The poles of \(G(s)\) are the roots of the denominator, i.e., \(s = -1\). The poles of (26) are the eigenvalues of \(A\), and they can be computed by finding the roots of the characteristic polynomial

\[\begin{split} \varphi(\lambda) = \det \begin{bmatrix} \lambda + 1 & 0 \\ 0 & \lambda - 2 \end{bmatrix} = (\lambda + 1) (\lambda - 2) \end{split}\]

The roots of \(\varphi(\lambda) = 0\) are \(\lambda = -1\) and \(\lambda = 2\).

Question 2#

The system is input-output stable if all the poles of \(G(s)\) have negative real part. In this case, we just have one pole in \(s=-1\), which means that the system is actually input-output stable.

Asymptotic stability depends, instead, depends on the eigenvalues of \(A\) (i.e., on the poles of the state-space system). We have one positive eigenvalue (\(\lambda = 2\)), which means that the (26) is unstable.

How is this possible?#

To understand what’s happening, let’s assume \(x(0) = 0\) and \(u(t) = \textrm{step}(t)\). Computing the state trajectory via the Lagrange formula yields

\[\begin{split} x(t) = \cancel{x(0) e^{At}} + \int_{0}^{t} e^{A\tau} B u(t - \tau) d \tau = \int_{0}^{t} \begin{bmatrix} e^{-\tau} & 0 \\ 0 & e^{2 \tau} \end{bmatrix} \begin{bmatrix} 1 \\ 1 \end{bmatrix} 1 d \tau \end{split}\]

Since \(e^{At}\) is diagonal, solving this integral is faily easy, and can be done independently for the two states:

\(x_1(t) = \int_{0}^{t} e^{-\tau} d \tau = [- e^{-\tau} ]_0^t = 1 - e^{-t}\)
\(x_2(t) = \int_{0}^{t} e^{2\tau} d \tau = [0.5 e^{2\tau} ]_0^t = 0.5 e^{2t} - 0.5\)
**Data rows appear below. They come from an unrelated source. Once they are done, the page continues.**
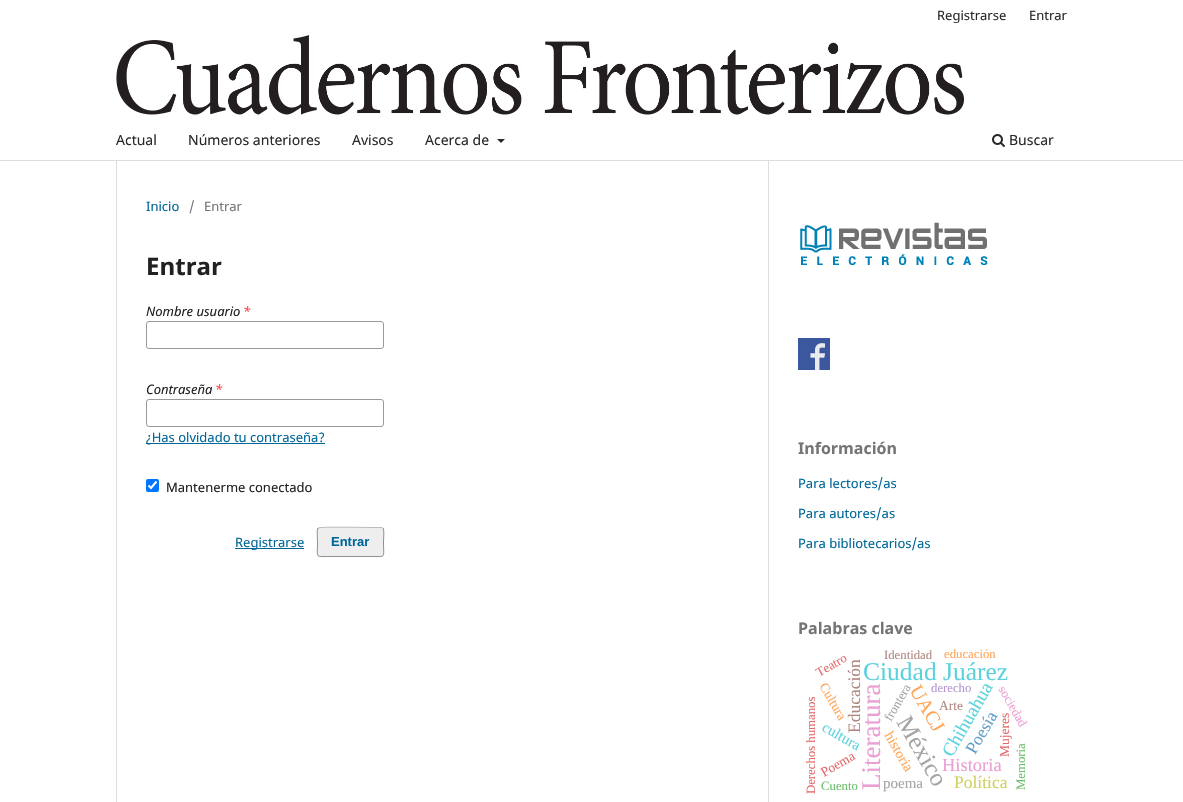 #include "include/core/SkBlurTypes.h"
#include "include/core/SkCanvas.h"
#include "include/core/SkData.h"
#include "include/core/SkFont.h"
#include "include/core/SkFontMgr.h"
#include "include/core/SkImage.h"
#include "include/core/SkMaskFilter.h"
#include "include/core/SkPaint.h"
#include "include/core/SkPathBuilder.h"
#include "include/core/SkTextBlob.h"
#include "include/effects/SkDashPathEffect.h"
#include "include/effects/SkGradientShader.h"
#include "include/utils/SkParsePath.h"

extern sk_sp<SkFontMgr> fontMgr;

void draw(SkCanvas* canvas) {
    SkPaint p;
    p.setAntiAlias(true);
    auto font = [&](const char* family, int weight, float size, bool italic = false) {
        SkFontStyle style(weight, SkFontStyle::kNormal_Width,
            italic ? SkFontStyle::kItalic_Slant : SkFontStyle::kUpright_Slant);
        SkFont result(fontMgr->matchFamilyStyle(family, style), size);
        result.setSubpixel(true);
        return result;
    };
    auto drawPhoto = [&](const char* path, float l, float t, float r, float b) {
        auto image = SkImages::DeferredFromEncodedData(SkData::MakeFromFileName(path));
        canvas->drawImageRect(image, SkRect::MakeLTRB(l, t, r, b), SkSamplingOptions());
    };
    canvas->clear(0xFFFFFFFF);
    p.setColor(0xFFDDDDDD);
    canvas->drawRect(SkRect::MakeLTRB(0, 160, 1183, 161), p);
    auto font1 = font("Noto Sans", 400, 13);
    p.setColor(0xFF292929);
    canvas->drawString("Registrarse", 937, 20, font1, p);
    canvas->drawString("Entrar", 1029, 20, font1, p);
    auto font2 = font("Noto Sans", 400, 14);
    {
        const struct { const char* s; float x, y; } items[] = {
            {"Actual", 116, 145},
            {"Números anteriores", 188, 145},
            {"Avisos", 352, 145},
            {"Acerca de", 425, 145},
        };
        for (auto [s, x, y] : items) {
            canvas->drawString(s, x, y, font2, p);
        }
    }
    canvas->drawPath(SkPathBuilder().moveTo(497, 139).lineTo(505, 139).lineTo(501, 143).close().detach(), p);
    drawPhoto("media/1.png", 992, 134, 1005, 147);
    canvas->drawString("Buscar", 1009, 145, font2, p);
    drawPhoto("media/2.png", 116, 35, 964, 115);
    p.setColor(0xFFDDDDDD);
    canvas->drawRect(SkRect::MakeLTRB(116, 161, 117, 802), p);
    p.setColor(0xFF006798);
    canvas->drawString("Inicio", 146, 211, font1, p);
    p.setColor(0xFF757575);
    canvas->drawString("/", 189, 211, font1, p);
    canvas->drawString("Entrar", 204, 211, font1, p);
    auto font3 = font("Noto Sans", 700, 24);
    p.setColor(0xFF212121);
    canvas->drawString("Entrar", 146, 275, font3, p);
    auto font4 = font("Noto Sans", 400, 13, true);
    canvas->drawString("Nombre usuario", 146, 316, font4, p);
    p.setColor(0xFFFF4040);
    canvas->drawString("*", 243, 316, font4, p);
    p.setStyle(SkPaint::kStroke_Style);
    p.setStrokeWidth(1);
    p.setColor(0xFF999999);
    canvas->drawRoundRect(SkRect::MakeLTRB(146.5f, 321.5f, 383.5f, 348.5f), 2.5f, 2.5f, p);
    p.setStyle(SkPaint::kFill_Style);
    p.setColor(0xFF212121);
    canvas->drawString("Contraseña", 146, 394, font4, p);
    p.setColor(0xFFFF4040);
    canvas->drawString("*", 215, 394, font4, p);
    p.setStyle(SkPaint::kStroke_Style);
    p.setColor(0xFF999999);
    canvas->drawRoundRect(SkRect::MakeLTRB(146.5f, 399.5f, 383.5f, 426.5f), 2.5f, 2.5f, p);
    p.setStyle(SkPaint::kFill_Style);
    p.setColor(0xFF006798);
    canvas->drawRect(SkRect::MakeLTRB(146, 443, 325, 444), p);
    canvas->drawString("¿Has olvidado tu contraseña?", 146, 442, font1, p);
    p.setColor(0xFF0075FF);
    canvas->drawRoundRect(SkRect::MakeLTRB(146, 479, 159, 492), 2, 2, p);
    p.setStyle(SkPaint::kStroke_Style);
    p.setStrokeWidth(2.1f);
    p.setColor(0xFFFFFFFF);
    canvas->drawPath(SkPathBuilder().moveTo(148.5f, 485.5f).lineTo(151, 488).lineTo(156.5f, 481.5f).detach(), p);
    p.setStyle(SkPaint::kFill_Style);
    p.setColor(0xFF212121);
    canvas->drawString("Mantenerme conectado", 166, 492, font1, p);
    p.setColor(0xFF006798);
    canvas->drawRect(SkRect::MakeLTRB(235, 548, 304, 549), p);
    canvas->drawString("Registrarse", 235, 547, font1, p);
    p.setColor(0xFFEEEEEE);
    canvas->drawRoundRect(SkRect::MakeLTRB(317, 527, 384, 557), 3, 3, p);
    p.setStyle(SkPaint::kStroke_Style);
    p.setStrokeWidth(1);
    p.setColor(0xFFBBBBBB);
    canvas->drawPath(SkPathBuilder().moveTo(318, 528).lineTo(318.5f, 528).cubicTo(320.5f, 526.5f, 365, 527.5f, 371, 527.5f).lineTo(381, 527.5f).lineTo(383, 528).detach(), p);
    p.setColor(0x66000000);
    canvas->drawPath(SkPathBuilder().moveTo(383, 528).cubicTo(384.5f, 530, 383.5f, 539.5f, 383.5f, 542).cubicTo(383.5f, 558.5f, 386.5f, 556.5f, 371, 556.5f).lineTo(330, 556.5f).cubicTo(314.5f, 556.5f, 317.5f, 558.5f, 317.5f, 542).cubicTo(317.5f, 539.5f, 316.5f, 530, 318, 528).detach(), p);
    auto font5 = font("Liberation Sans", 700, 13);
    p.setStyle(SkPaint::kFill_Style);
    p.setColor(0xFF006798);
    canvas->drawString("Entrar", 331, 546, font5, p);
    p.setColor(0xFFDDDDDD);
    canvas->drawRect(SkRect::MakeLTRB(768, 161, 769, 802), p);
    drawPhoto("media/3.png", 800, 222, 988, 265);
    drawPhoto("media/4.png", 798, 338, 830, 370);
    auto font6 = font("Noto Sans", 700, 16);
    p.setColor(0xFF757575);
    canvas->drawString("Información", 798, 454, font6, p);
    p.setColor(0xFF006798);
    {
        const struct { const char* s; float x, y; } items[] = {
            {"Para lectores/as", 798, 488},
            {"Para autores/as", 798, 518},
            {"Para bibliotecarios/as", 798, 548},
        };
        for (auto [s, x, y] : items) {
            canvas->drawString(s, x, y, font1, p);
        }
    }
    p.setColor(0xFF757575);
    canvas->drawString("Palabras clave", 798, 634, font6, p);
    auto font7 = font("Liberation Serif", 400, 12.75f);
    p.setColor(0xFFAF8981);
    canvas->drawString("Identidad", 884, 659, font7, p);
    p.setColor(0xFFFFA556);
    canvas->drawString("educación", 944, 658, font7, p);
    p.setColor(0xFFE26869);
    canvas->save();
    canvas->rotate(-30, 819, 677);
    canvas->drawString("Teatro", 819, 677, font7, p);
    canvas->restore();
    auto font8 = font("Liberation Serif", 400, 17.5f);
    p.setColor(0xFFAF8981);
    canvas->save();
    canvas->rotate(-90, 860, 733);
    canvas->drawString("Educación", 860, 733, font8, p);
    canvas->restore();
    auto font9 = font("Liberation Serif", 400, 25.5f);
    p.setColor(0xFF5DD2DD);
    canvas->drawString("Ciudad Juárez", 863, 680, font9, p);
    auto font10 = font("Liberation Serif", 400, 13.5f);
    p.setColor(0xFFFFA556);
    canvas->save();
    canvas->rotate(60, 819, 686);
    canvas->drawString("Cultura", 819, 686, font10, p);
    canvas->restore();
    auto font11 = font("Liberation Serif", 400, 27);
    p.setColor(0xFFEBA0D4);
    canvas->save();
    canvas->rotate(-90, 880, 790);
    canvas->drawString("Literatura", 880, 790, font11, p);
    canvas->restore();
    auto font12 = font("Liberation Serif", 400, 20);
    p.setColor(0xFFFFA556);
    canvas->save();
    canvas->rotate(60, 909, 690);
    canvas->drawString("UACJ", 909, 690, font12, p);
    canvas->restore();
    auto font13 = font("Liberation Serif", 400, 19);
    p.setColor(0xFF5DD2DD);
    canvas->save();
    canvas->rotate(-60, 952, 758);
    canvas->drawString("Chihuahua", 952, 758, font13, p);
    canvas->restore();
    p.setColor(0xFFB495D1);
    canvas->drawString("derecho", 931, 692, font7, p);
    p.setColor(0xFFE26869);
    canvas->save();
    canvas->rotate(-90, 815, 794);
    canvas->drawString("Derechos humanos", 815, 794, font7, p);
    canvas->restore();
    p.setColor(0xFFA5A5A5);
    canvas->save();
    canvas->rotate(-60, 891, 722);
    canvas->drawString("frontera", 891, 722, font7, p);
    canvas->restore();
    p.setColor(0xFFEBA0D4);
    canvas->save();
    canvas->rotate(60, 998, 689);
    canvas->drawString("sociedad", 998, 689, font7, p);
    canvas->restore();
    p.setColor(0xFFAF8981);
    canvas->drawString("Arte", 939, 710, font10, p);
    auto font14 = font("Liberation Serif", 400, 15);
    p.setColor(0xFF5DD2DD);
    canvas->save();
    canvas->rotate(30, 821, 730);
    canvas->drawString("cultura", 821, 730, font14, p);
    canvas->restore();
    auto font15 = font("Liberation Serif", 400, 25);
    p.setColor(0xFFA5A5A5);
    canvas->save();
    canvas->rotate(60, 896, 722);
    canvas->drawString("México", 896, 722, font15, p);
    canvas->restore();
    p.setColor(0xFF62A0CB);
    canvas->save();
    canvas->rotate(-60, 975, 755);
    canvas->drawString("Poesía", 975, 755, font8, p);
    canvas->restore();
    p.setColor(0xFFE26869);
    canvas->save();
    canvas->rotate(-90, 1009, 757);
    canvas->drawString("Mujeres", 1009, 757, font10, p);
    canvas->restore();
    canvas->save();
    canvas->rotate(-30, 824, 777);
    canvas->drawString("Poema", 824, 777, font10, p);
    canvas->restore();
    auto font16 = font("Liberation Serif", 400, 14.5f);
    p.setColor(0xFFFFA556);
    canvas->save();
    canvas->rotate(60, 884, 735);
    canvas->drawString("historia", 884, 735, font16, p);
    canvas->restore();
    auto font17 = font("Liberation Serif", 400, 18.5f);
    p.setColor(0xFFEBA0D4);
    canvas->drawString("Historia", 942, 771, font17, p);
    p.setColor(0xFF6BBD6B);
    canvas->save();
    canvas->rotate(-90, 1025, 790);
    canvas->drawString("Memoria", 1025, 790, font7, p);
    canvas->restore();
    canvas->drawString("Cuento", 821, 790, font7, p);
    p.setColor(0xFFA5A5A5);
    canvas->drawString("poema", 883, 788, font14, p);
    p.setColor(0xFFD0D164);
    canvas->drawString("Política", 954, 788, font8, p);
}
Note that \(\lim_{t \to \infty} x_{1}(t) = 1\), meaning that \(x_1(t)\) is converging to a constant, while \(\lim_{t \to \infty} x_2(t) = + \infty\), meaning that state \(x_2(t)\) is diverging. That’s why (26) is unstable.

If we compute, however, \(y(t)\), we get

\[ y(t) = 1 x_1(t) + 0 x_2(t) = 1 - e^{-t} \]
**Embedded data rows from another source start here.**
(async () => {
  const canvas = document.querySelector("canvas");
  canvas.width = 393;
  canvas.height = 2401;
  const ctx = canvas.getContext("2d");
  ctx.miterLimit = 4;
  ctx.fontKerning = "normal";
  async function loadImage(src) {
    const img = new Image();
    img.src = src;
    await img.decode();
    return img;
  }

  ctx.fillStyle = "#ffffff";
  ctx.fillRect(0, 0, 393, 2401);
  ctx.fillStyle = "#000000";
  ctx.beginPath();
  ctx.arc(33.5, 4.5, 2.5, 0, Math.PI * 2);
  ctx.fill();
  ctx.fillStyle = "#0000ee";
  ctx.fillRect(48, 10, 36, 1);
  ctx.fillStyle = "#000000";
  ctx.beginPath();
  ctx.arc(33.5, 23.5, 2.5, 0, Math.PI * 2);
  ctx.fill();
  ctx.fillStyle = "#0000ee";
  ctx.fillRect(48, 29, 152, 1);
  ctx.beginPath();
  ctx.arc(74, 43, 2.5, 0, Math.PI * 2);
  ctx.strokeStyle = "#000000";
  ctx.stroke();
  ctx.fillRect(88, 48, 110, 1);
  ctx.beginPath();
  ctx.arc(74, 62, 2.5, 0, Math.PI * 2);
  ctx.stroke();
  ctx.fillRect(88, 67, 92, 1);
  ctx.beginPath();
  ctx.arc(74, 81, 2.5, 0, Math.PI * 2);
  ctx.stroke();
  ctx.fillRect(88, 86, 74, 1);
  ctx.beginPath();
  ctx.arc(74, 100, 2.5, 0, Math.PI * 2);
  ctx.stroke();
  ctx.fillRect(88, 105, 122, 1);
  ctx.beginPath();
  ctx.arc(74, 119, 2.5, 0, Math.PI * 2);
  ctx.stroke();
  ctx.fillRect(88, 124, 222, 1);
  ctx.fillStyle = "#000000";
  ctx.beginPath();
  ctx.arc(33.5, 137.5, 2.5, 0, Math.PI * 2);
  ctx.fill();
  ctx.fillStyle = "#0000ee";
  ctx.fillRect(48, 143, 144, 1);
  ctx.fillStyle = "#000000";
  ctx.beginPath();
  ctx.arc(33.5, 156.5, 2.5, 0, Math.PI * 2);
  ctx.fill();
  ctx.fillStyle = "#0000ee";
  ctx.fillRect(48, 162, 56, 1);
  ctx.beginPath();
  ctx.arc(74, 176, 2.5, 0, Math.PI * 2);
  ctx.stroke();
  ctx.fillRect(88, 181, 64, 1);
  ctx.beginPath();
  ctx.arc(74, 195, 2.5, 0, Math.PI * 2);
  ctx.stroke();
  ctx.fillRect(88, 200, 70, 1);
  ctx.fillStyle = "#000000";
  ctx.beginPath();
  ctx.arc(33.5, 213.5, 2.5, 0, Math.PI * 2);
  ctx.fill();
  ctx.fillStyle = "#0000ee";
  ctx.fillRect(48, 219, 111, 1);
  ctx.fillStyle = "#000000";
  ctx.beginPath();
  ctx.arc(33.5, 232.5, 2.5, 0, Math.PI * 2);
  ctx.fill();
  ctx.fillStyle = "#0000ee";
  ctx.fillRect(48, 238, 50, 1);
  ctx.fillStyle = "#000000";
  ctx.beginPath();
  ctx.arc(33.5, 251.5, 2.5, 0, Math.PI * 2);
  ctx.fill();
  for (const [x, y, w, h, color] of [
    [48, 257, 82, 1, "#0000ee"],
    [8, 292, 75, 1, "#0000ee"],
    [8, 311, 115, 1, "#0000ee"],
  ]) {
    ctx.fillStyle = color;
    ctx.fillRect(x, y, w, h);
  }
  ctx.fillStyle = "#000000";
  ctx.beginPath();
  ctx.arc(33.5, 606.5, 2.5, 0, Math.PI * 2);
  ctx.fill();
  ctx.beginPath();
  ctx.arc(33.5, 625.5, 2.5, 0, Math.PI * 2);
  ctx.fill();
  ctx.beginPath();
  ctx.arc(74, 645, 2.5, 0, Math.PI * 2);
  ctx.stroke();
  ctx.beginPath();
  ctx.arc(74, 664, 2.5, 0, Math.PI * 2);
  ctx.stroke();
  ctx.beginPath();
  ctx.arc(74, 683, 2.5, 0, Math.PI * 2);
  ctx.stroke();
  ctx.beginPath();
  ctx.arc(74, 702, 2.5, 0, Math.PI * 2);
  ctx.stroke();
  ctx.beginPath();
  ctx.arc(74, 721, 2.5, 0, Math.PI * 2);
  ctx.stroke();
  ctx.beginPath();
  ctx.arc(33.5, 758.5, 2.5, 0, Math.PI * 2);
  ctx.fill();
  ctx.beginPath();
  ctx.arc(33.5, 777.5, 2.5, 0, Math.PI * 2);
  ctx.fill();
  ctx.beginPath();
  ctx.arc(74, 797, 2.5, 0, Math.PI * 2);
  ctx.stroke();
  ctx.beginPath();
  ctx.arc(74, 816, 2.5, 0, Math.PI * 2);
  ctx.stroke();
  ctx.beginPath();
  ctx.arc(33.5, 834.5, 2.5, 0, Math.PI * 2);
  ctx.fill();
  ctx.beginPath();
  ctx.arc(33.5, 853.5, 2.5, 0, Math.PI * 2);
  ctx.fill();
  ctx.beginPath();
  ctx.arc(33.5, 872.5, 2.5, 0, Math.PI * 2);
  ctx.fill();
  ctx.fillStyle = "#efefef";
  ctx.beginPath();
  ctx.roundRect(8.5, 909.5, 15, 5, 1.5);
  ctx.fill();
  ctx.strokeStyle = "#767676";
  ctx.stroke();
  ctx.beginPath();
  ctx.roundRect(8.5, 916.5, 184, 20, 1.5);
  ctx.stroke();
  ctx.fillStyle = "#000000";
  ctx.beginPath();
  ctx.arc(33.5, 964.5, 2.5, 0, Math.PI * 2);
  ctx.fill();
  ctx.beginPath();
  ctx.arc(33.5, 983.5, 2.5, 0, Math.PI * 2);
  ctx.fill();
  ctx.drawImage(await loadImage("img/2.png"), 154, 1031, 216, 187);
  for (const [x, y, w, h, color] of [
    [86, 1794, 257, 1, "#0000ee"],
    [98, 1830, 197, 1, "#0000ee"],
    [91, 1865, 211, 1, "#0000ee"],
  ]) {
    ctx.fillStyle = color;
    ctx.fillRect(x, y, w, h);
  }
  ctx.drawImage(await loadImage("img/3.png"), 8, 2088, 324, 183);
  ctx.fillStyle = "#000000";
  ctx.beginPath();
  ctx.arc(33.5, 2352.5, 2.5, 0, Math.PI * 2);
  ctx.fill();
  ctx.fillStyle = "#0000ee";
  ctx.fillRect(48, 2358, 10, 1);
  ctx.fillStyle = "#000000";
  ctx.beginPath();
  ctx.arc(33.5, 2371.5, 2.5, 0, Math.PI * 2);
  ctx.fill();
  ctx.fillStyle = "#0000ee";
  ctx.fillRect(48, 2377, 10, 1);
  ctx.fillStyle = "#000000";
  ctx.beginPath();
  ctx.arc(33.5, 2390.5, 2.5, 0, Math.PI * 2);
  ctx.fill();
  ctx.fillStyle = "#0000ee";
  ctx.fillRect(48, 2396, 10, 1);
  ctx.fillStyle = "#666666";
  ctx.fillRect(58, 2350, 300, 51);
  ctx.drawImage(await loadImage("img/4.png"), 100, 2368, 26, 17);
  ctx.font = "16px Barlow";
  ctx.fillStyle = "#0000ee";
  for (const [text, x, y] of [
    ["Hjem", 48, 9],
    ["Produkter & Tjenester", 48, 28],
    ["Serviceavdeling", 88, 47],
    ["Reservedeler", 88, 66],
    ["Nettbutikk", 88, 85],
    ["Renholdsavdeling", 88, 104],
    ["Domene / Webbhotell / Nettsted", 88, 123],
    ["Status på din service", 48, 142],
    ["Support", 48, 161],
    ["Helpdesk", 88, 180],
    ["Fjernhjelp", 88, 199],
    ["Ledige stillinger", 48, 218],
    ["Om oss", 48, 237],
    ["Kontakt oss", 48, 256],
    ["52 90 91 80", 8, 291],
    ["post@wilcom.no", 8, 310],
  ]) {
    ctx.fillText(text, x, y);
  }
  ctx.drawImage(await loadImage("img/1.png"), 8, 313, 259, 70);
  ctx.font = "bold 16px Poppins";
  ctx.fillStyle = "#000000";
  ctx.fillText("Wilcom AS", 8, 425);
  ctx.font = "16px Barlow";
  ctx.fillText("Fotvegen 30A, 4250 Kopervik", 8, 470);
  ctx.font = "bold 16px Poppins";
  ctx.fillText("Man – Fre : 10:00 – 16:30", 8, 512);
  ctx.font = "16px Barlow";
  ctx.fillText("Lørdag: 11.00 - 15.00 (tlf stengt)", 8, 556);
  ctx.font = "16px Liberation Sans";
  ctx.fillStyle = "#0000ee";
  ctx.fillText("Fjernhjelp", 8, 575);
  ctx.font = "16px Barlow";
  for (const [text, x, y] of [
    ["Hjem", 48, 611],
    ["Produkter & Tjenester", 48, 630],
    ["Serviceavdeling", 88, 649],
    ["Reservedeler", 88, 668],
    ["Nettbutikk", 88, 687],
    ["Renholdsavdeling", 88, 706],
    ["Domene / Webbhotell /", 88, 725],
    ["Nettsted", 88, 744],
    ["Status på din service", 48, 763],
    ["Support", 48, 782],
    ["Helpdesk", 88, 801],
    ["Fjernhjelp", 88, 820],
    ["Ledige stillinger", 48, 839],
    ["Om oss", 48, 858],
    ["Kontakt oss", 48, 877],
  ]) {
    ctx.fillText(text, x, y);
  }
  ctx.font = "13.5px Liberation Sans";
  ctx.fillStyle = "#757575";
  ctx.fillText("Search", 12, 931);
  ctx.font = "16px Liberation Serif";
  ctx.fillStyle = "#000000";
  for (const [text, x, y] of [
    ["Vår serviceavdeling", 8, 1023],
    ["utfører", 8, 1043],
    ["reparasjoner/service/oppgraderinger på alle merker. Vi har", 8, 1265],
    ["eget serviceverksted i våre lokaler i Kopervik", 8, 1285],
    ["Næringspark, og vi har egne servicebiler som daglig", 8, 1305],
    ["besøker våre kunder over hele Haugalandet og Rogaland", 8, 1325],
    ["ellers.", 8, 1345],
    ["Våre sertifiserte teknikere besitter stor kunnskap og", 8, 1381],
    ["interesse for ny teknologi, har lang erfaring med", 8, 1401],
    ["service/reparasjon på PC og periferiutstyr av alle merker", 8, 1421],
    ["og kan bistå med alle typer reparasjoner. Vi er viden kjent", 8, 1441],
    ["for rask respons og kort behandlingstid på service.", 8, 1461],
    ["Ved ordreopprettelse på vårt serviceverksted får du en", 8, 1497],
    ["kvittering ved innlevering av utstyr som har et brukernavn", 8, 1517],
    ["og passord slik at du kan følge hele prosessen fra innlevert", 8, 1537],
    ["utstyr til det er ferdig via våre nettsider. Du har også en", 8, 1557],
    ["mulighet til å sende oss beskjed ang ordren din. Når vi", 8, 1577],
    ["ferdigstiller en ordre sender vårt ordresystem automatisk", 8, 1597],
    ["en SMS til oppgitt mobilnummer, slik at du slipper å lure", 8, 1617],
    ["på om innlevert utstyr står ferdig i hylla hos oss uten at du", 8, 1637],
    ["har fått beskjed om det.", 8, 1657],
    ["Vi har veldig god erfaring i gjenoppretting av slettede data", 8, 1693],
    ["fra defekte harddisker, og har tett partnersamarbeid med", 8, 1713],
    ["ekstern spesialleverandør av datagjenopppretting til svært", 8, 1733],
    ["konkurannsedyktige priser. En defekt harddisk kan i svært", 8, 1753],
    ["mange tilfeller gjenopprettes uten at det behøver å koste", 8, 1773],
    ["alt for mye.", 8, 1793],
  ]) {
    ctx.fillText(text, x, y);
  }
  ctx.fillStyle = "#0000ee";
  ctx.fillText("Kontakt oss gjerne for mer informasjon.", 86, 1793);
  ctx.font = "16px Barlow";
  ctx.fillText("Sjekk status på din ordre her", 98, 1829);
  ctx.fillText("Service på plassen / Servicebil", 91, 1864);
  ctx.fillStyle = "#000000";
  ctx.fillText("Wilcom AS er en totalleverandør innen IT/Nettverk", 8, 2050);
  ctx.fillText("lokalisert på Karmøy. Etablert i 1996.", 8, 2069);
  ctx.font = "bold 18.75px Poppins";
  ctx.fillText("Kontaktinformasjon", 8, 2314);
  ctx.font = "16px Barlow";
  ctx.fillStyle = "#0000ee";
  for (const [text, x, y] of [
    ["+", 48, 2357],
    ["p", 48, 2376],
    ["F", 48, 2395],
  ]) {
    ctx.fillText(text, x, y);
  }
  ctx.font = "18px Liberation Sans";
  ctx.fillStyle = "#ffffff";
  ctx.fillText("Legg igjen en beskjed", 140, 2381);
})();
Because \(\lim_{t \to \infty} y(t) = 1\) is finite, we can say that the system is input-output stable.

Question 3#

Let’s check the controllability matrix:

\[\begin{split} \mathcal{S} = \begin{bmatrix} B & AB \end{bmatrix} = \begin{bmatrix} 1 & -1 \\ 1 & 2 \end{bmatrix} \end{split}\]

The system is controllable, since \(S\) if full rank (\(\det(S) = 3 \neq 0\)).

Now we move on to the observability matrix:

\[\begin{split} \mathcal{O} = \begin{bmatrix} C \\ CA \end{bmatrix} = \begin{bmatrix} 1 & 0 \\ -1 & 0 \end{bmatrix} \end{split}\]

The observabiltiy matrix is singular, as \(\det(\mathcal{O}) = 0\). Note that the second column is indeed null! This means that the system is not observable.

Question 4#

(26) is surely not a good realization of \(G(s)\) because it has an extra pole (\(\lambda = 2\)) that is unstable and not observable[1].

A much better realization would be any of the controllable canonical realizations of \(G(s)\), which would give the following first-order state-space model:

\[\begin{split} \begin{dcases} \dot{x} = - x + u \\ y = x \end{dcases} \end{split}\]